We’d booked to see Cassie
Kinoshi last year but visa problems kept her in Berlin, but she made it this
year with her new project, Brown Penny. The Festival brochure promised a ‘heady
collision of indie, metal, jazz (!) and electronic music.’
They begin with The Descent, contrasting fuzz guitar and stomping drums with delicate vibes; long sad lines duetting on the altos carried into Kinoshi’s melancholy solo. Cheung’s guitar solo of fragments doing a call and response on one instrument creating tension and release as the altos carried on over the top with the drummer furiously filling in on the smallest kit of the festival so far. (We’d just come from seeing Billy Cobham).

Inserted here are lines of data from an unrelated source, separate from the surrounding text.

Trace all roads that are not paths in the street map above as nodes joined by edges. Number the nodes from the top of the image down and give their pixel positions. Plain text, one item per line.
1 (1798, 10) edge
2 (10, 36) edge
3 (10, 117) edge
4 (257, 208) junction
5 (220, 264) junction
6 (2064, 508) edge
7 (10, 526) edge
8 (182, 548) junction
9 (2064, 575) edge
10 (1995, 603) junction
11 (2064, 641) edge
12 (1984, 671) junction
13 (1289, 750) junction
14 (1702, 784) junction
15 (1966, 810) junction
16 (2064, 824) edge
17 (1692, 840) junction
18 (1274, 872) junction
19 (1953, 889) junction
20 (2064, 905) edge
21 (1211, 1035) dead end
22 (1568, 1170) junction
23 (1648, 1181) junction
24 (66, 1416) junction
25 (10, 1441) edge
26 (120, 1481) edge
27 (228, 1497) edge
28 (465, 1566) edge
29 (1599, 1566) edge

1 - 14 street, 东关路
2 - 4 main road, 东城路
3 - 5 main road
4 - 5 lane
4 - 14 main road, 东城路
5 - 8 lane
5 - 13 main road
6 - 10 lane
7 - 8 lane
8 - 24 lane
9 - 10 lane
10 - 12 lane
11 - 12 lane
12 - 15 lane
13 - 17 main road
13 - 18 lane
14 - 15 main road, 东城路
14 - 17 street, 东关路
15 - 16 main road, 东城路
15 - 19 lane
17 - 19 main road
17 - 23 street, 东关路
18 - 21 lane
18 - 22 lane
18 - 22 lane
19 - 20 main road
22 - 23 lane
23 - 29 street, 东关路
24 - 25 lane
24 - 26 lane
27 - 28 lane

Super Moon was joyous Nu Soul challenged
by the blue notes of the saxes, with the vibes ringing out as it turned into a
solid wall of noise that breaks down to drum rolls and fills before Stuart’s
sax takes us on a winding line, deep down and desperate in emotion. Drums and
bass erupt behind him; the whole band is really rocking with the vibes
providing punctuation and a sort of frame around all the sound. The drums are
kicking it all on and up as it builds to a crescendo and falls away.
Nowadays
gives
us a lift; a celebratory urban funk groove, smooth and blue, with its Caribbean
roots showing through. Glowing vibes sing out behind the voices and the saxes
sing out the vocal line over dancing drum and bass.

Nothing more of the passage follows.